*** Opening SUPPLIED MATERIAL ***
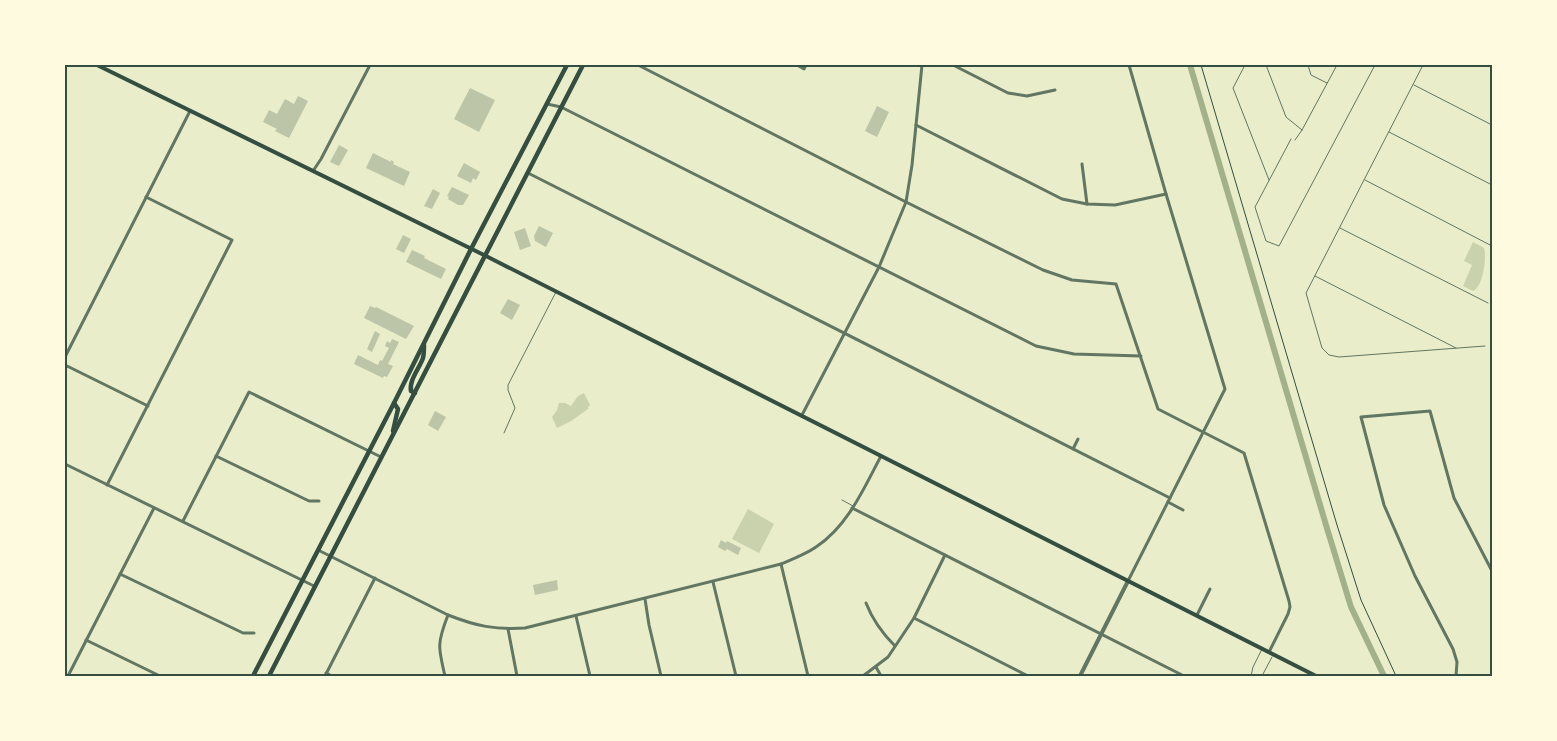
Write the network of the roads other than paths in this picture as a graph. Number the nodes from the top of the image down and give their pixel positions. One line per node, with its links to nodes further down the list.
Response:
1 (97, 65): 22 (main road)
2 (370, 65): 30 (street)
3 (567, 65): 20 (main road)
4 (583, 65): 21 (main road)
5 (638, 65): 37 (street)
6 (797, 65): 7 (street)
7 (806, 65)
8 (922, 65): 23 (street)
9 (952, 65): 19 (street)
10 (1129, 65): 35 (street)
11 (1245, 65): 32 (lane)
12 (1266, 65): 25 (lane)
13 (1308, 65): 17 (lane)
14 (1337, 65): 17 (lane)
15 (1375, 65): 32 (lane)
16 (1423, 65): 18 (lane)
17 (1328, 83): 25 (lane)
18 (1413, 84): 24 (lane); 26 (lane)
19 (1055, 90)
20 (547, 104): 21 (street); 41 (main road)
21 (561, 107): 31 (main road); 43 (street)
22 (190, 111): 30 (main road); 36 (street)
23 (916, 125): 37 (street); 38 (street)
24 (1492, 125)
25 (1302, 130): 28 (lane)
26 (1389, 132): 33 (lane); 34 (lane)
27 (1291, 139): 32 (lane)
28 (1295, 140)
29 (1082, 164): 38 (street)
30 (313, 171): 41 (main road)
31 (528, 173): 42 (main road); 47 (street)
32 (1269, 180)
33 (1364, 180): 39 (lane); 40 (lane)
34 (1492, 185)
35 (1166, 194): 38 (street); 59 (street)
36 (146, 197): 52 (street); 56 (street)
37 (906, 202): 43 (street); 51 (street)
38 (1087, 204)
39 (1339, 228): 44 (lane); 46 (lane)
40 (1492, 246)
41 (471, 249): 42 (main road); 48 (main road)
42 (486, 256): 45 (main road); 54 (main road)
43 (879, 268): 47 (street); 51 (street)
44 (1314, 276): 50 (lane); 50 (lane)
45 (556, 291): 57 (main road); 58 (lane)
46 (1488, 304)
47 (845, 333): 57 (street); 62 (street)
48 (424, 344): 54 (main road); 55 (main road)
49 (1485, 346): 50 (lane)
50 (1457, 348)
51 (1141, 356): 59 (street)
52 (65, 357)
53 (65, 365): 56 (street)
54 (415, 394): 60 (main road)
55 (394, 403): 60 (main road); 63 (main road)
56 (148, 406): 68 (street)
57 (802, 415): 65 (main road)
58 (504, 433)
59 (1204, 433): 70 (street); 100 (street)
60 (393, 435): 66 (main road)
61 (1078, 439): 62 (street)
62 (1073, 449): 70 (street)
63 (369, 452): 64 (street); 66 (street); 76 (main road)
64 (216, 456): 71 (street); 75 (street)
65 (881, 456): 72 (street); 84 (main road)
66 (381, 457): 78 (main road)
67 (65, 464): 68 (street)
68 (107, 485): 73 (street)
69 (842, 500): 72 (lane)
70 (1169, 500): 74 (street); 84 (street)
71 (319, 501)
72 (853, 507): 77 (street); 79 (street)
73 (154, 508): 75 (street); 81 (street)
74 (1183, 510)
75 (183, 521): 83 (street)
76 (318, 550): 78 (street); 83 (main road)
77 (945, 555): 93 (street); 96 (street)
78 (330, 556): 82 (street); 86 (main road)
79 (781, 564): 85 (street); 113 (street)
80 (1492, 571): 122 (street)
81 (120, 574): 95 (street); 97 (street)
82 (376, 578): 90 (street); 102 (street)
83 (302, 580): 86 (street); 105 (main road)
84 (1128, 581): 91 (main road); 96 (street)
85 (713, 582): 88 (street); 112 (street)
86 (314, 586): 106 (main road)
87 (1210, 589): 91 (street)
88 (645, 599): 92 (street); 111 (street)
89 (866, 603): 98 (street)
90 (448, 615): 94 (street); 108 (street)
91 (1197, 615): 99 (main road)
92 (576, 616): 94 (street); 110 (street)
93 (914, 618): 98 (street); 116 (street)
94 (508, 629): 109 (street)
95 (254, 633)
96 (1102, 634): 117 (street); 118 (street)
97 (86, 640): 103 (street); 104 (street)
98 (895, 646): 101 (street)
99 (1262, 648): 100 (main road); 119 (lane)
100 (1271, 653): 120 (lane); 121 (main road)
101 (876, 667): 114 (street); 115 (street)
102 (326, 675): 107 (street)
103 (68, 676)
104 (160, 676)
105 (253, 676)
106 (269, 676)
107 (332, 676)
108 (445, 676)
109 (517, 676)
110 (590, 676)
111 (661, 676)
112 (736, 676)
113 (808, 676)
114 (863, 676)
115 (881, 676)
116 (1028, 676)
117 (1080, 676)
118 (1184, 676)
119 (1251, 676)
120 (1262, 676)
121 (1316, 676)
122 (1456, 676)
*** Closing SUPPLIED MATERIAL ***
*** Opening SUPPLIED MATERIAL ***
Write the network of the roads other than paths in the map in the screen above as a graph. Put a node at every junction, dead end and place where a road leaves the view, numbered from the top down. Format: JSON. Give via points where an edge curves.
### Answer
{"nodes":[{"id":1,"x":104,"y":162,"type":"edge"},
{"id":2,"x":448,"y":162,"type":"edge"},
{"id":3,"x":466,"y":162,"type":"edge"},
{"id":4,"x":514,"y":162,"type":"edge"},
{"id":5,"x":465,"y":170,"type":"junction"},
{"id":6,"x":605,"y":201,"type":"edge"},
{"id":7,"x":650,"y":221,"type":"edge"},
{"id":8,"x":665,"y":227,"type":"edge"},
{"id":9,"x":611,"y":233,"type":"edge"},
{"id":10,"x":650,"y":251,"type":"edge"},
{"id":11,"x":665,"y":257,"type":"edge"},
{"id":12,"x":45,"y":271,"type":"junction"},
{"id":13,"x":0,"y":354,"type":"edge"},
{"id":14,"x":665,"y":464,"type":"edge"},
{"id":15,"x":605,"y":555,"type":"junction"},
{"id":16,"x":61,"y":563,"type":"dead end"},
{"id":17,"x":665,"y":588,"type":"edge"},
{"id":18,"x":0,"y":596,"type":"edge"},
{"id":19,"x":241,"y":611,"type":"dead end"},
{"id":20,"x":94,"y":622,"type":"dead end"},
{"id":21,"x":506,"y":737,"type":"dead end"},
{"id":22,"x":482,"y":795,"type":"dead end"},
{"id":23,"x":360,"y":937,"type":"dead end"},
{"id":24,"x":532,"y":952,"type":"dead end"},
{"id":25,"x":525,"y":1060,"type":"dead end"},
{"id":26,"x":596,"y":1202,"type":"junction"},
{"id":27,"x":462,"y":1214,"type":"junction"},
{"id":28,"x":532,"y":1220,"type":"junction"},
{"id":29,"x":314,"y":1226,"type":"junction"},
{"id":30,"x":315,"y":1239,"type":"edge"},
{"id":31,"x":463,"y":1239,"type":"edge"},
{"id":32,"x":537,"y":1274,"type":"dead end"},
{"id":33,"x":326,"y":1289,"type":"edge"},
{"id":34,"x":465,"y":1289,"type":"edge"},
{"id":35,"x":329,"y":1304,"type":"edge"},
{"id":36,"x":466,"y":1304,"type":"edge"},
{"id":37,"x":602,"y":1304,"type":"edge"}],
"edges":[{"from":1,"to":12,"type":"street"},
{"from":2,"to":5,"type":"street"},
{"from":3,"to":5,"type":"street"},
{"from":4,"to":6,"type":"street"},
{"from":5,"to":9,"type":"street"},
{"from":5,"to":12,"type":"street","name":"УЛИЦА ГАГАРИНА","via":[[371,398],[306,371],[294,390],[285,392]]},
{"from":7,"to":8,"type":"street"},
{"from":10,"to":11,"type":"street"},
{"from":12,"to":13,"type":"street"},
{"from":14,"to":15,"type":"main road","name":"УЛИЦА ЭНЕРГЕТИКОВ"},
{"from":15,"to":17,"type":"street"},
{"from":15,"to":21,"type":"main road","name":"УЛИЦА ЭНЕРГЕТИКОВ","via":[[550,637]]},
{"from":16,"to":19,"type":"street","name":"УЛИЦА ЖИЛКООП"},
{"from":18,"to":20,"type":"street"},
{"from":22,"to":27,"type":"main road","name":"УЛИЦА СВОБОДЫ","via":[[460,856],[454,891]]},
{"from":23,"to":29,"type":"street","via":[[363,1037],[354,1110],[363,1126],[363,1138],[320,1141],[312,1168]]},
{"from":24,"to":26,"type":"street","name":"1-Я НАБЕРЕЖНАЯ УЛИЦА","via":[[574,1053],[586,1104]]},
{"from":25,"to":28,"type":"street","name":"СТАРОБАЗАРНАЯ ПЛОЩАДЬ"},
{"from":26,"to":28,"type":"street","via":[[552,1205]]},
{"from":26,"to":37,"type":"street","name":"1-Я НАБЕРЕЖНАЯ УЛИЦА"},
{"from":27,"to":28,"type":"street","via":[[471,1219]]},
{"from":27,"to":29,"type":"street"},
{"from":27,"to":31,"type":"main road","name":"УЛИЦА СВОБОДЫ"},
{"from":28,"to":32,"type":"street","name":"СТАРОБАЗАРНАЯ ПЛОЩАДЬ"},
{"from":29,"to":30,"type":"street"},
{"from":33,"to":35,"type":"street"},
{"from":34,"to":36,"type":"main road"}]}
*** Closing SUPPLIED MATERIAL ***
*** Opening SUPPLIED MATERIAL ***
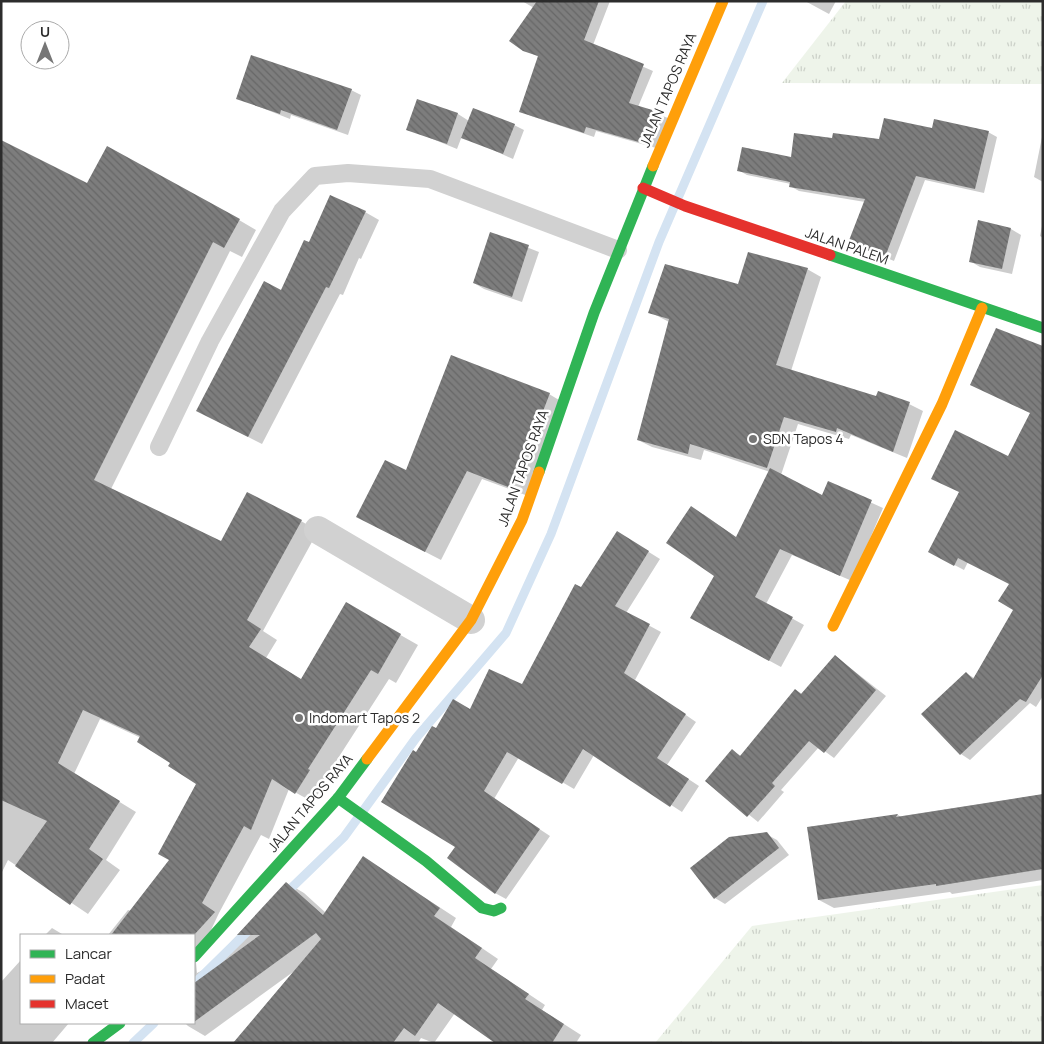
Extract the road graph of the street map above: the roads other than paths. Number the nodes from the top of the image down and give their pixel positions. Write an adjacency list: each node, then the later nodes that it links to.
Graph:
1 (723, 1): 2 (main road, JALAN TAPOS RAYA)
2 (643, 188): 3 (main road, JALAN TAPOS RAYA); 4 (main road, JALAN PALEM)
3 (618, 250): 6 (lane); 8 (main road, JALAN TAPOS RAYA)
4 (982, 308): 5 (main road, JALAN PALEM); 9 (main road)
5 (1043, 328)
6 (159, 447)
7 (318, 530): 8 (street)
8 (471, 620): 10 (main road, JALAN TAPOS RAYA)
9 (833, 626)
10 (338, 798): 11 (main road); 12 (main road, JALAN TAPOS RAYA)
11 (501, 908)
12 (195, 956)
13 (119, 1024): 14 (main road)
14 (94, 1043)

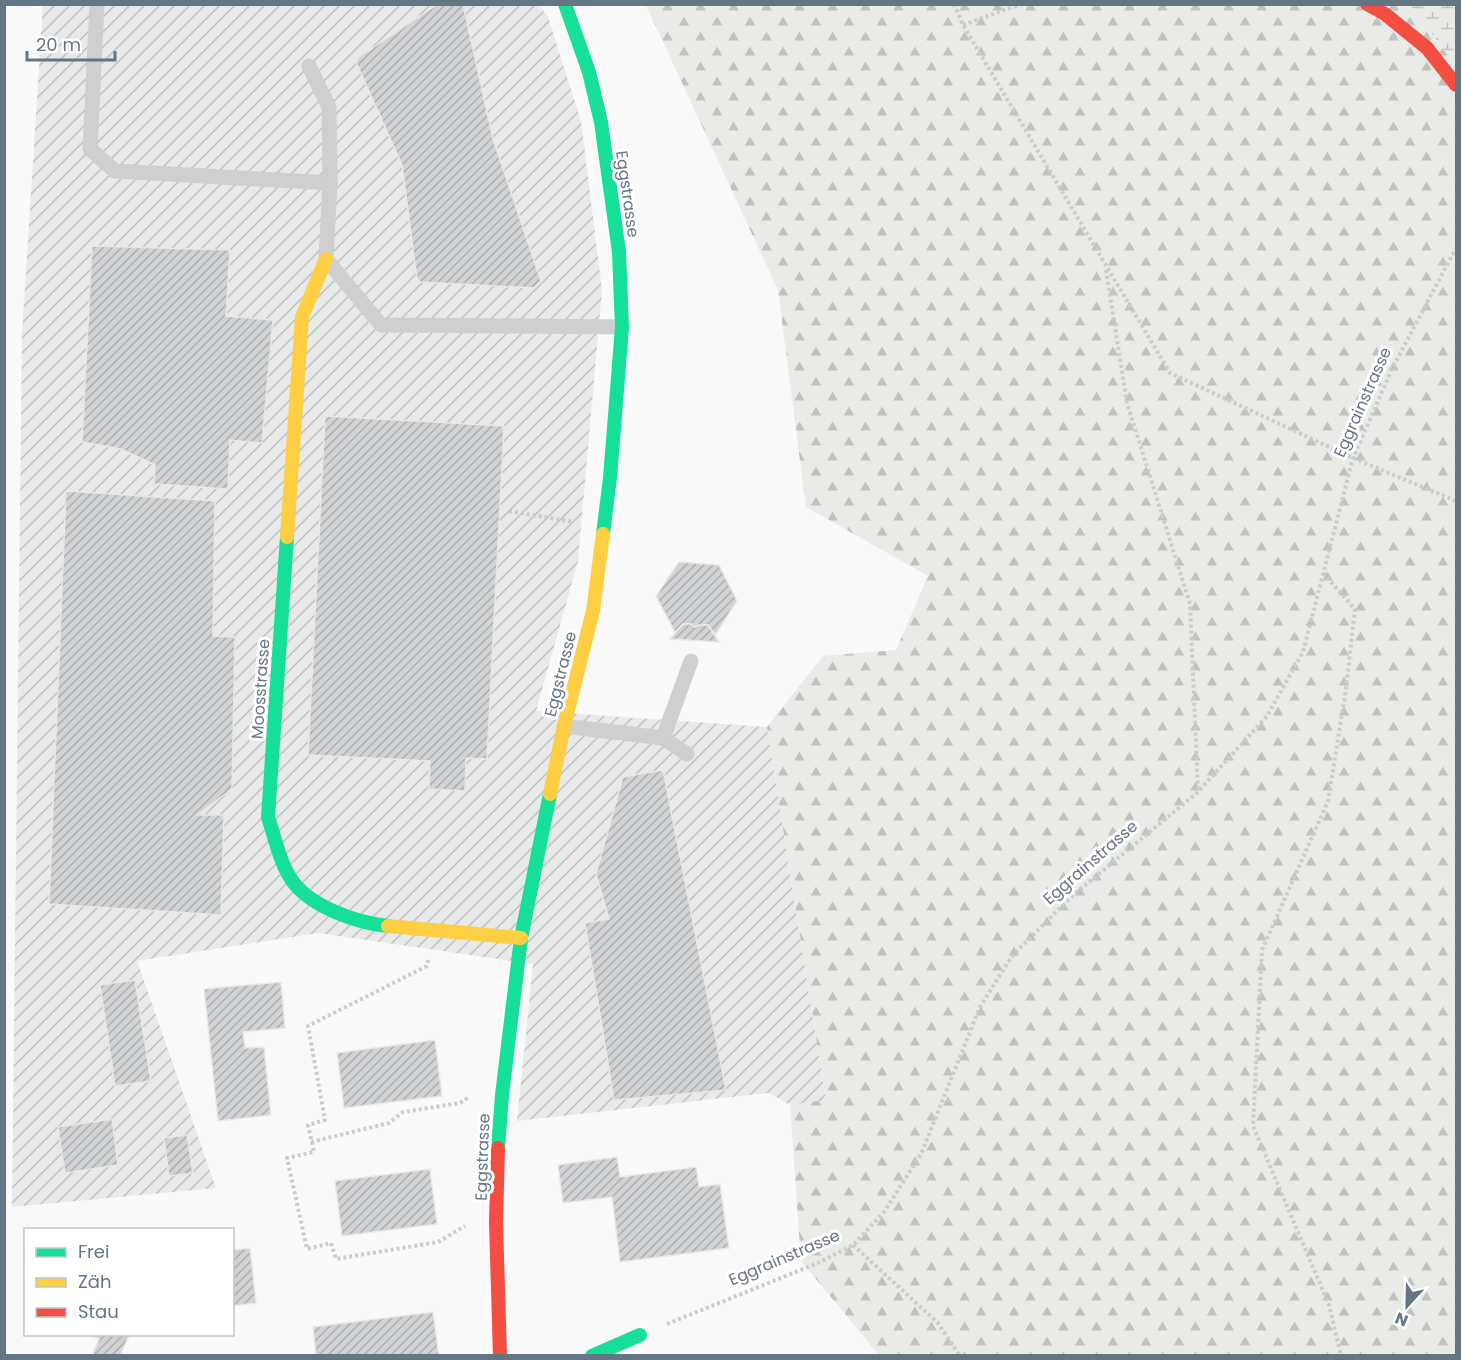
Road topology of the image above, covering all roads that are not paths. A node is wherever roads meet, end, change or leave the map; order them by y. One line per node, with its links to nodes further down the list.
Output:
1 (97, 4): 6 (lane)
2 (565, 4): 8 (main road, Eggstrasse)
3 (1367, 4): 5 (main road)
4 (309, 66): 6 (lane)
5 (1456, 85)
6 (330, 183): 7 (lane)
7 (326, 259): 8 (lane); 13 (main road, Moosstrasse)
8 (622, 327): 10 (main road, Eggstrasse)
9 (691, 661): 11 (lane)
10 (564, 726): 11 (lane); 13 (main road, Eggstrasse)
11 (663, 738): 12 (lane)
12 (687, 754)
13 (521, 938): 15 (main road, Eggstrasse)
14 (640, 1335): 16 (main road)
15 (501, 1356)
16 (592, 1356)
*** Closing SUPPLIED MATERIAL ***
REQUIREMENT: Go through the material above and report each line containing "further".

ANSWER SPACE:
Write the network of the roads other than paths in this picture as a graph. Number the nodes from the top of the image down and give their pixel positions. One line per node, with its links to nodes further down the list.
Road topology of the image above, covering all roads that are not paths. A node is wherever roads meet, end, change or leave the map; order them by y. One line per node, with its links to nodes further down the list.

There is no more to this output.